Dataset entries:
*** Begin section ***

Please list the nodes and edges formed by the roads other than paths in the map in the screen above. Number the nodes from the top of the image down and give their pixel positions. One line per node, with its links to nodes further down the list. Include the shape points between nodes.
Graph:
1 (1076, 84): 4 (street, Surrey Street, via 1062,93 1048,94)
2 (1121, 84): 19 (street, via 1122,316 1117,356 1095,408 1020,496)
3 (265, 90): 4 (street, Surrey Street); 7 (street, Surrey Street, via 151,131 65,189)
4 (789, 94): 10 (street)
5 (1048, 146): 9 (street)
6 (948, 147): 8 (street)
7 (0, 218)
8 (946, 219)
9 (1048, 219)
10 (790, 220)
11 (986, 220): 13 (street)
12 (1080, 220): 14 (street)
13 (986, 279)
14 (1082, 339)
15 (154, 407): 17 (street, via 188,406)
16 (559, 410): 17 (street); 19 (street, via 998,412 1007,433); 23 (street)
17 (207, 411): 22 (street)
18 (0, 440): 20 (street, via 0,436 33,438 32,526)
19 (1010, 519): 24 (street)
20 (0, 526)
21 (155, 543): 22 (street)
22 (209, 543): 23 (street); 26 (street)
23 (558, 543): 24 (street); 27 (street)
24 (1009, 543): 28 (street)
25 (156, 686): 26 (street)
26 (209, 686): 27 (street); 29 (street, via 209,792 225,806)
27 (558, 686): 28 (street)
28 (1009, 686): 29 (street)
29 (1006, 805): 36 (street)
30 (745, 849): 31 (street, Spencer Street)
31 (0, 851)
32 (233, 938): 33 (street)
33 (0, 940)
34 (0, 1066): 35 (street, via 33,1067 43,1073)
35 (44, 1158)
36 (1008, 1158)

*** End section ***

▸ **TASK DESCRIPTION**: Output the entries verbatim.

▸ **OUTPUT BELOW**:
Please list the nodes and edges formed by the roads other than paths in the map in the screen above. Number the nodes from the top of the image down and give their pixel positions. One line per node, with its links to nodes further down the list. Include the shape points between nodes.
Graph:
1 (1076, 84): 4 (street, Surrey Street, via 1062,93 1048,94)
2 (1121, 84): 19 (street, via 1122,316 1117,356 1095,408 1020,496)
3 (265, 90): 4 (street, Surrey Street); 7 (street, Surrey Street, via 151,131 65,189)
4 (789, 94): 10 (street)
5 (1048, 146): 9 (street)
6 (948, 147): 8 (street)
7 (0, 218)
8 (946, 219)
9 (1048, 219)
10 (790, 220)
11 (986, 220): 13 (street)
12 (1080, 220): 14 (street)
13 (986, 279)
14 (1082, 339)
15 (154, 407): 17 (street, via 188,406)
16 (559, 410): 17 (street); 19 (street, via 998,412 1007,433); 23 (street)
17 (207, 411): 22 (street)
18 (0, 440): 20 (street, via 0,436 33,438 32,526)
19 (1010, 519): 24 (street)
20 (0, 526)
21 (155, 543): 22 (street)
22 (209, 543): 23 (street); 26 (street)
23 (558, 543): 24 (street); 27 (street)
24 (1009, 543): 28 (street)
25 (156, 686): 26 (street)
26 (209, 686): 27 (street); 29 (street, via 209,792 225,806)
27 (558, 686): 28 (street)
28 (1009, 686): 29 (street)
29 (1006, 805): 36 (street)
30 (745, 849): 31 (street, Spencer Street)
31 (0, 851)
32 (233, 938): 33 (street)
33 (0, 940)
34 (0, 1066): 35 (street, via 33,1067 43,1073)
35 (44, 1158)
36 (1008, 1158)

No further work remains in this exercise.